### Your instructions:
Your answer must be every line of the data that contains "ESTE".
########################################
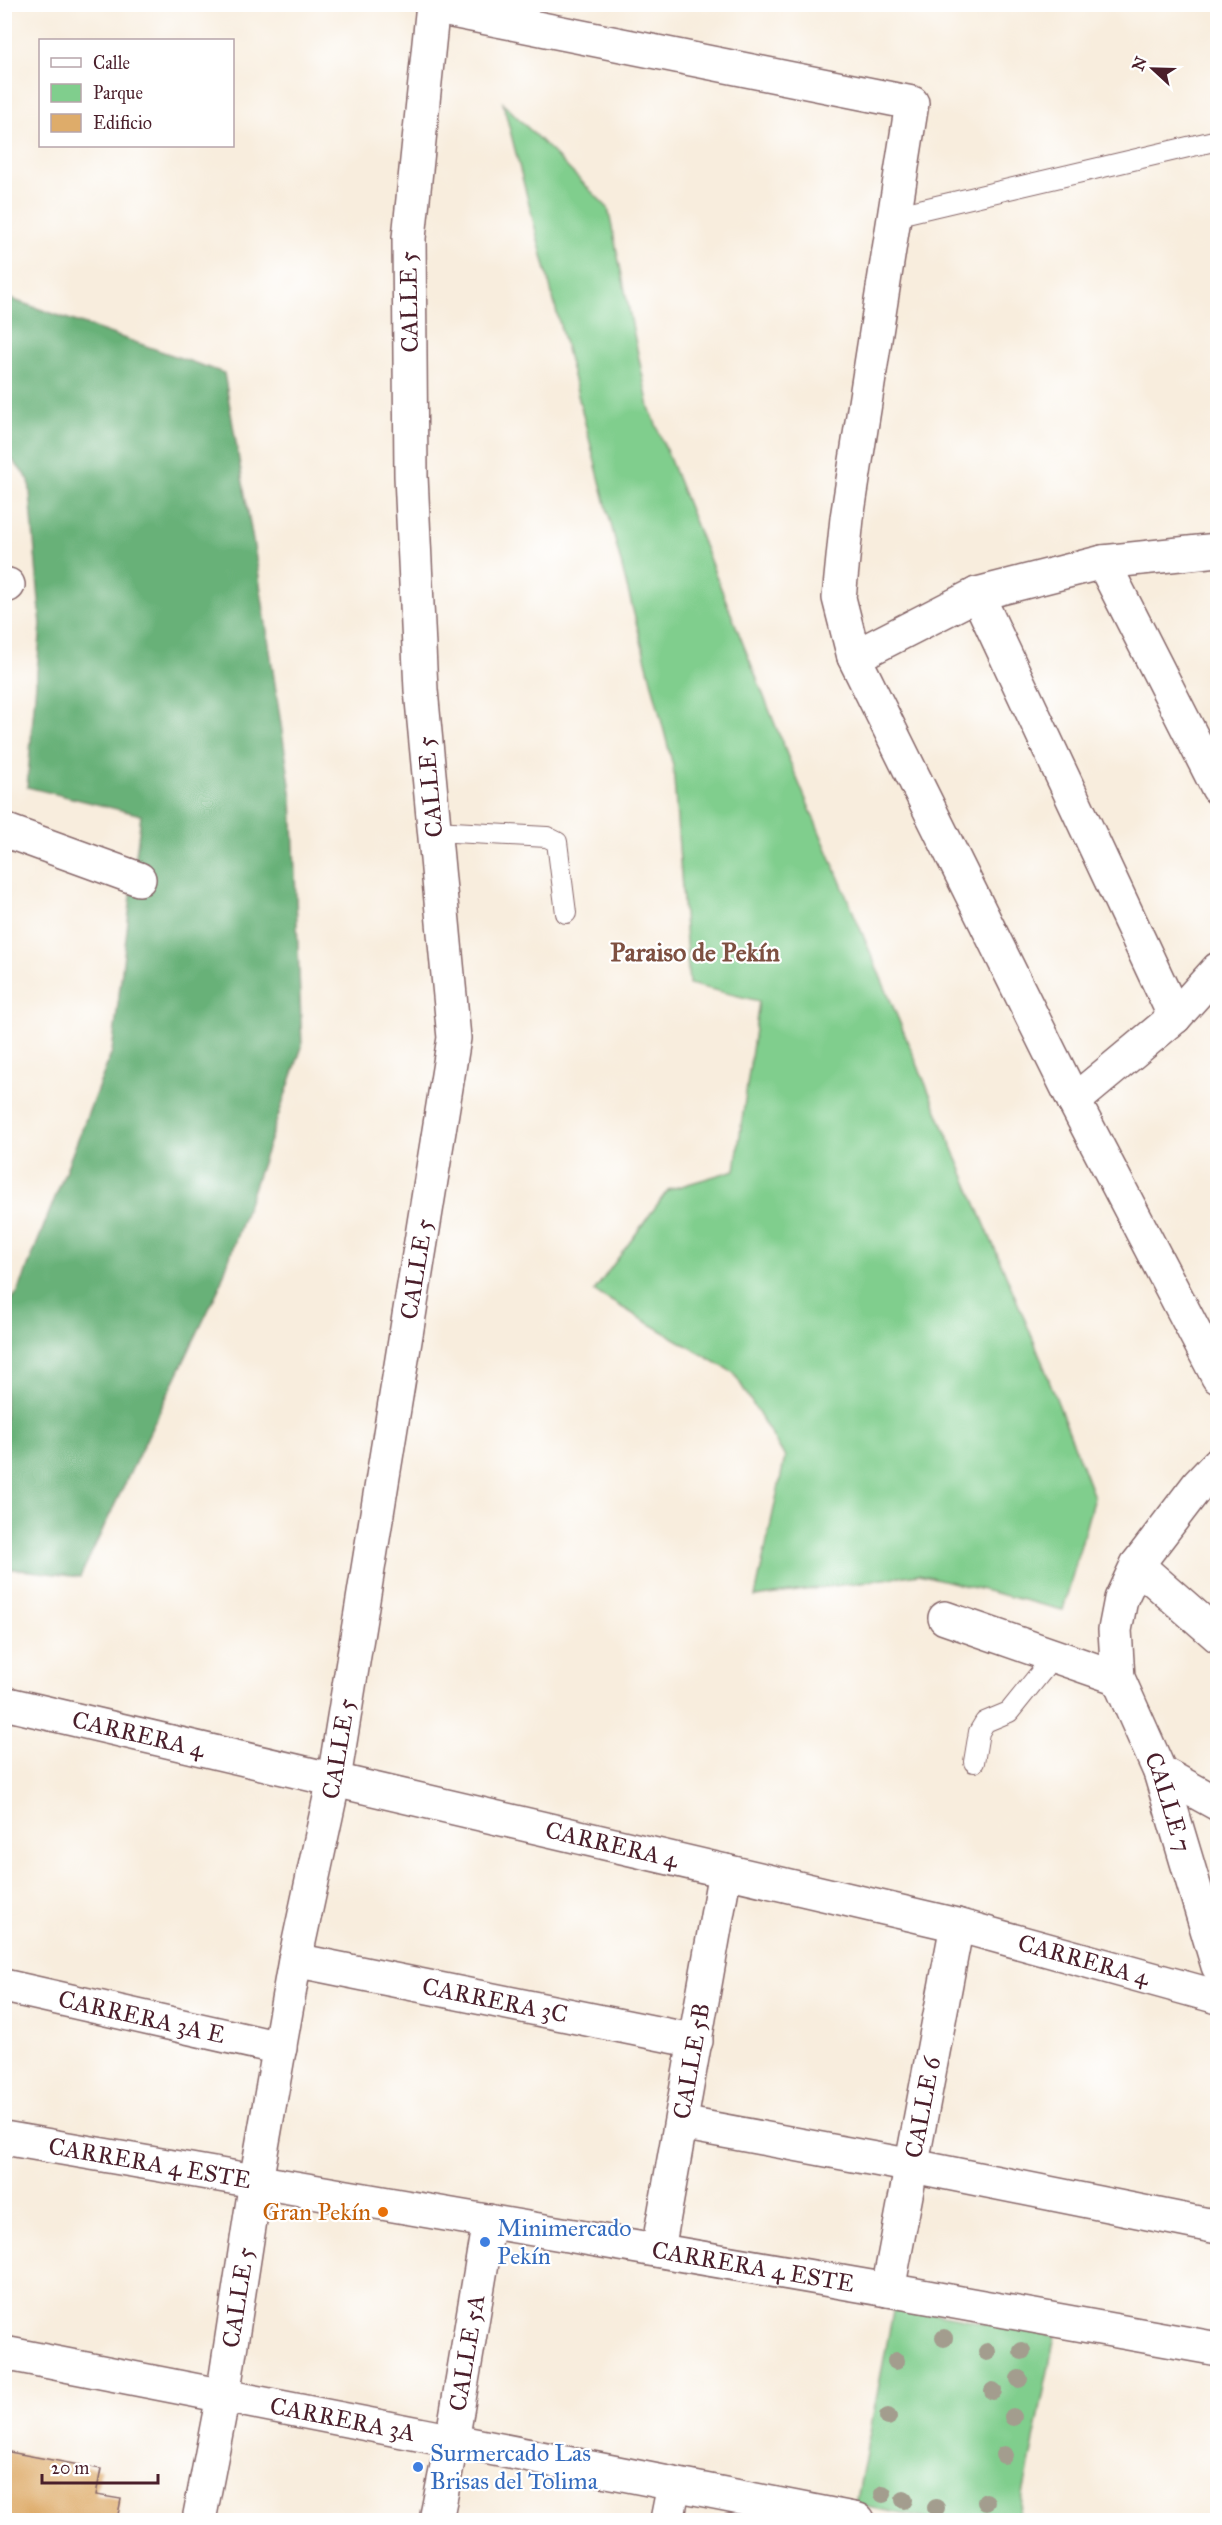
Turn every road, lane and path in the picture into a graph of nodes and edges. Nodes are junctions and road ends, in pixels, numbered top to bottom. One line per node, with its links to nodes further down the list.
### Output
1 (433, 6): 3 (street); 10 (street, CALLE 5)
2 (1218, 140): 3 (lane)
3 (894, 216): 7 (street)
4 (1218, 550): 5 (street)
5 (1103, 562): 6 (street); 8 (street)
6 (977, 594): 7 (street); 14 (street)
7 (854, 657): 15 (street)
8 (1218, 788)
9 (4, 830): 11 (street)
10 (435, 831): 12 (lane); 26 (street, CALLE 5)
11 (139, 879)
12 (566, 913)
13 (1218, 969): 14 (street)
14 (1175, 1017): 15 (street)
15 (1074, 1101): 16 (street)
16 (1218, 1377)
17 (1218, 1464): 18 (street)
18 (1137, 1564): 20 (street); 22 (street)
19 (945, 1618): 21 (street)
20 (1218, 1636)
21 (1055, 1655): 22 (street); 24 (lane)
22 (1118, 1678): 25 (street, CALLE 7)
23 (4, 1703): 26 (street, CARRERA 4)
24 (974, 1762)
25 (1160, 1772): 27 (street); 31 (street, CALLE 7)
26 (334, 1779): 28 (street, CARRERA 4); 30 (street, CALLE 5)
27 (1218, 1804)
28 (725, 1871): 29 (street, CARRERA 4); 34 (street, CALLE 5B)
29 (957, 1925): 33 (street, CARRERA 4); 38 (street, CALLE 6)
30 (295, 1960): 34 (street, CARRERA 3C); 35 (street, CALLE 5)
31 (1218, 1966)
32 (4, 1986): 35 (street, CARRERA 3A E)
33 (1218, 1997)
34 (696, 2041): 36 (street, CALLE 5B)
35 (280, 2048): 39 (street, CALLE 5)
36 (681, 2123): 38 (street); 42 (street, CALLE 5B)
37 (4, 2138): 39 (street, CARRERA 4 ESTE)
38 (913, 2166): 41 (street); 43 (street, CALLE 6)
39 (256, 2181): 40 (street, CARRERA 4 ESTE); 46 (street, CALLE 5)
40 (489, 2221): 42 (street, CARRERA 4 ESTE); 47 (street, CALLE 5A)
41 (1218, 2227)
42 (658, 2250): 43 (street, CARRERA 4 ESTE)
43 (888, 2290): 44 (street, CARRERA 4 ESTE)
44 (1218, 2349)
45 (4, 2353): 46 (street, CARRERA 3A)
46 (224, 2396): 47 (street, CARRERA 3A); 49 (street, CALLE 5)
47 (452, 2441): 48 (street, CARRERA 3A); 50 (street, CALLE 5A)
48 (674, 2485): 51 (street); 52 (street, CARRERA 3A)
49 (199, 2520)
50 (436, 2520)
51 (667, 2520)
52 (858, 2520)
########################################
### Exercise solution:
37 (4, 2138): 39 (street, CARRERA 4 ESTE)
39 (256, 2181): 40 (street, CARRERA 4 ESTE); 46 (street, CALLE 5)
40 (489, 2221): 42 (street, CARRERA 4 ESTE); 47 (street, CALLE 5A)
42 (658, 2250): 43 (street, CARRERA 4 ESTE)
43 (888, 2290): 44 (street, CARRERA 4 ESTE)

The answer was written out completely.